#### Dataset entries ####
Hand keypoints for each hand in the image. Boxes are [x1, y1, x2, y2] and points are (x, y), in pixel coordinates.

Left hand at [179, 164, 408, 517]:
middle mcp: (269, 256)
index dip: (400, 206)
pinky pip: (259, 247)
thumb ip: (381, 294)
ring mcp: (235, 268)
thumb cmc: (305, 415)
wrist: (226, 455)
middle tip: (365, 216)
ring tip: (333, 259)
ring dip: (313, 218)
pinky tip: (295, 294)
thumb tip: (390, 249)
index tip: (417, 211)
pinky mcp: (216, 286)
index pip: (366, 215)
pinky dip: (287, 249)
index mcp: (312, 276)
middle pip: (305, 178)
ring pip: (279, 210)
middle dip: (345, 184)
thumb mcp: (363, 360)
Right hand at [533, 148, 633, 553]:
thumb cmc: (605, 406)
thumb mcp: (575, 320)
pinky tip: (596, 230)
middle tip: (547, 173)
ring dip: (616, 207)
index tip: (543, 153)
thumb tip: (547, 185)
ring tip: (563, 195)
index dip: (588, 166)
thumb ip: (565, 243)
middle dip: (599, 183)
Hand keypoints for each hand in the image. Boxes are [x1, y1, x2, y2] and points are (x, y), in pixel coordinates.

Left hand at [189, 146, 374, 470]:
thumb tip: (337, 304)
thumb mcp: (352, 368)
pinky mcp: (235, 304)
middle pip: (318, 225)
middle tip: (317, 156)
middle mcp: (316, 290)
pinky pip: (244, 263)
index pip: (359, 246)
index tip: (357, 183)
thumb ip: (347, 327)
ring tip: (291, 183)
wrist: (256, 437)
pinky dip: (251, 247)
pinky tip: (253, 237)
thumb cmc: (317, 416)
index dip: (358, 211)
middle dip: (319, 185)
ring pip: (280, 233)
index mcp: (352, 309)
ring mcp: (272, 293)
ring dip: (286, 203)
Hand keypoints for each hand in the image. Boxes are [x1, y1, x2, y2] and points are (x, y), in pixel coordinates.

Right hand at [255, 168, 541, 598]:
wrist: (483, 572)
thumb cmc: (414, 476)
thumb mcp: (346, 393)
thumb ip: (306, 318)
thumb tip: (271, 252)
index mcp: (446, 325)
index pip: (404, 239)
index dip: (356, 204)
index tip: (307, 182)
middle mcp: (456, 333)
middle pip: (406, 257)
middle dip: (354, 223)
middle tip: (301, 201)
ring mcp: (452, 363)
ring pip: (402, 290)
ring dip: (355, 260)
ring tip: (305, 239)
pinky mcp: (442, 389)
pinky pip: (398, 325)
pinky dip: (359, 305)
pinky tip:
####
#### Dataset entries ####
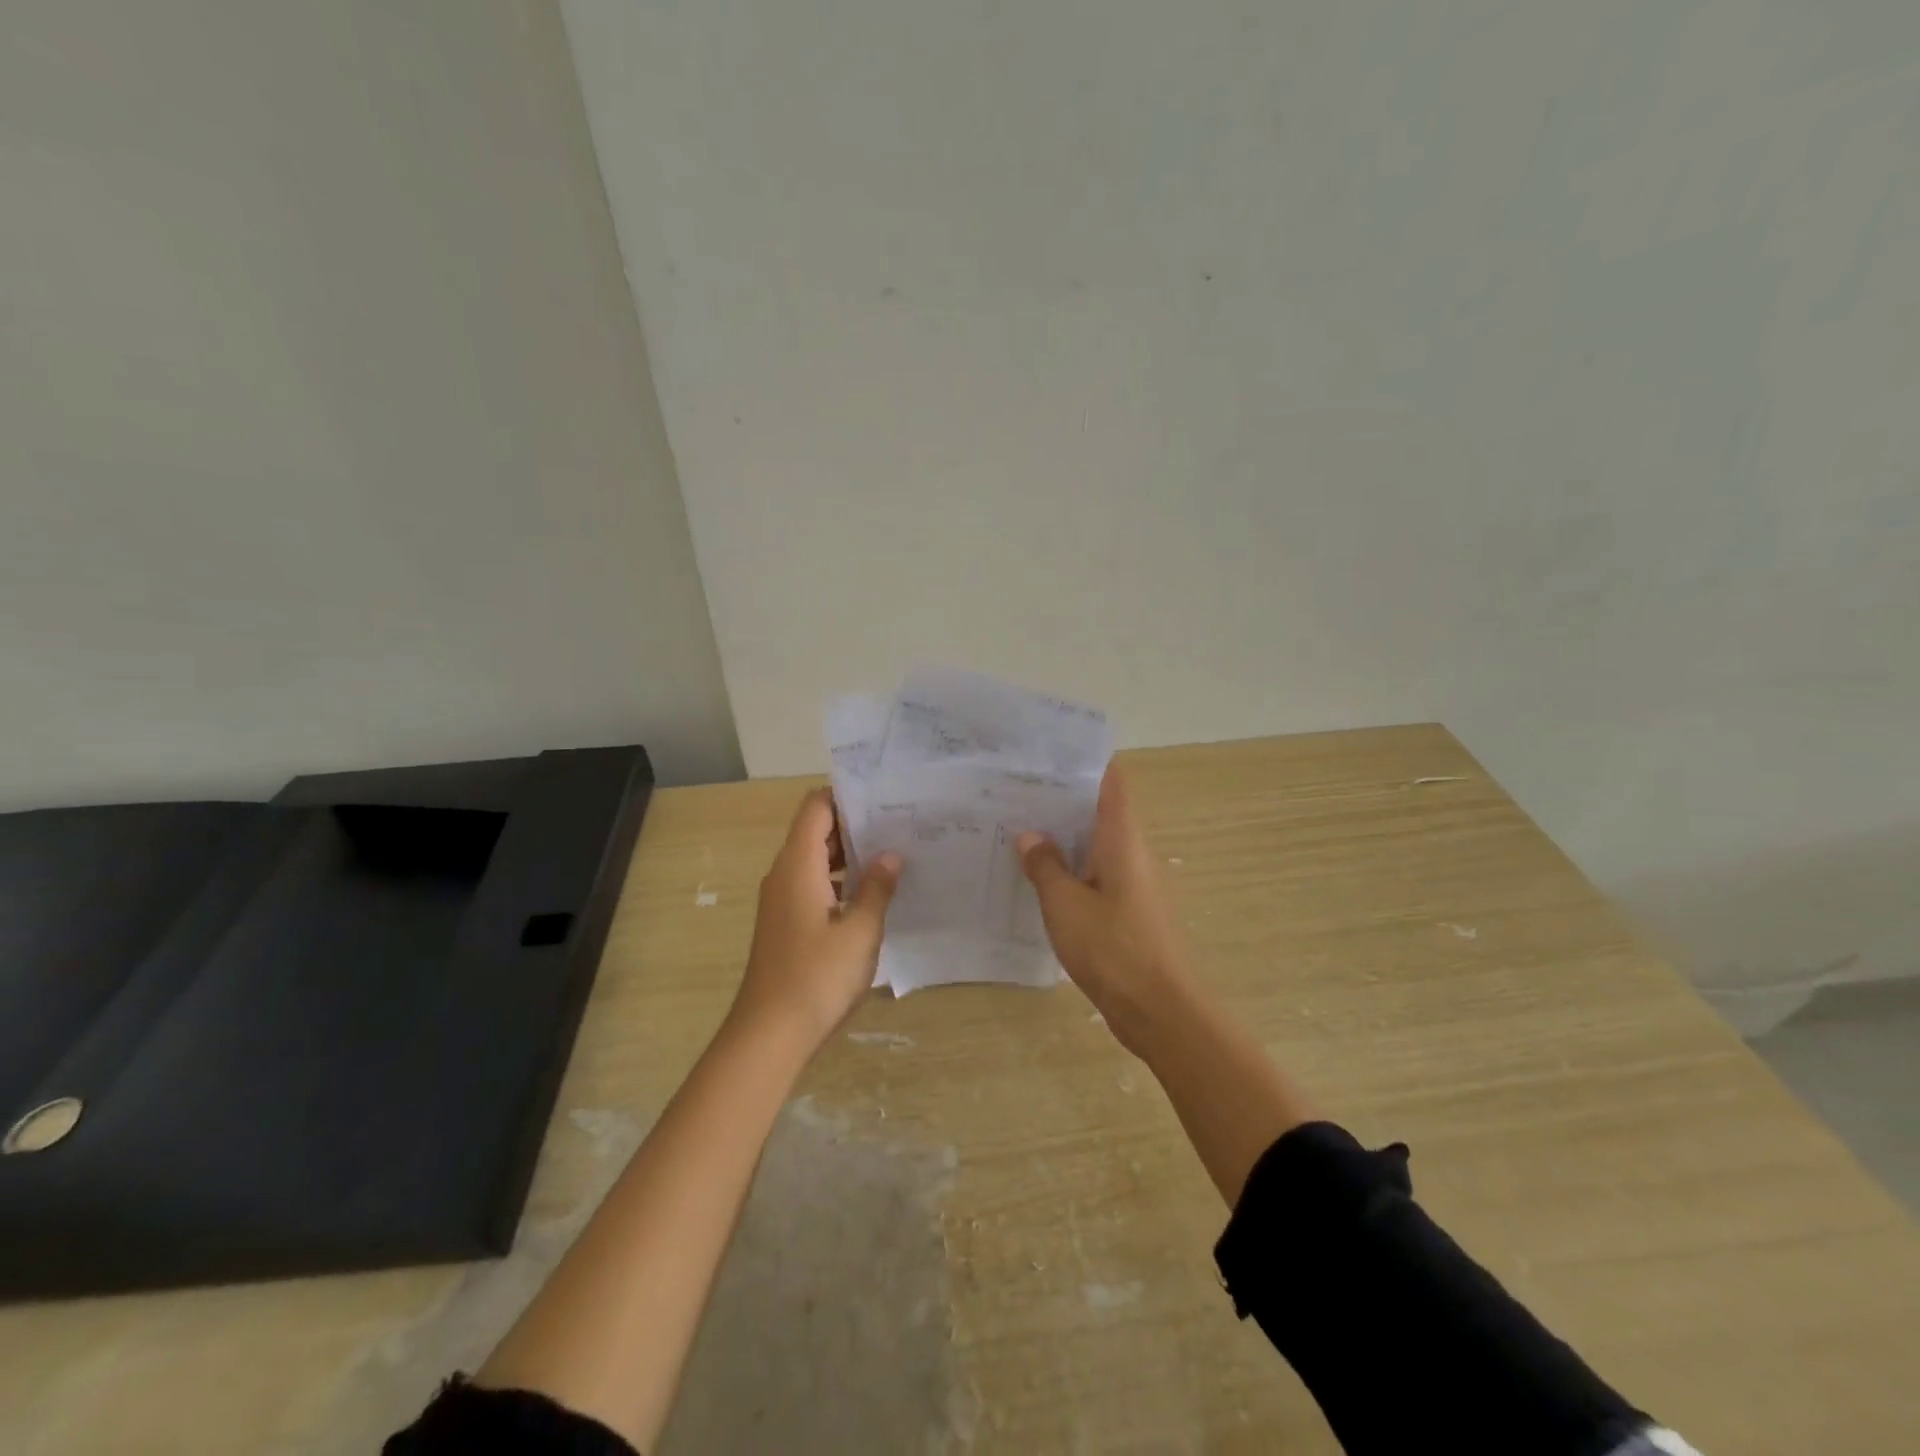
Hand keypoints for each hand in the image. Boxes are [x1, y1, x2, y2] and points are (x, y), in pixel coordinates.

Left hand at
####
What the task asks:
Go through the listing and copy each line that includes the string "Left".

Solution to this task:
Left hand at [179, 164, 408, 517]:
Left hand at [189, 146, 374, 470]:
Left hand at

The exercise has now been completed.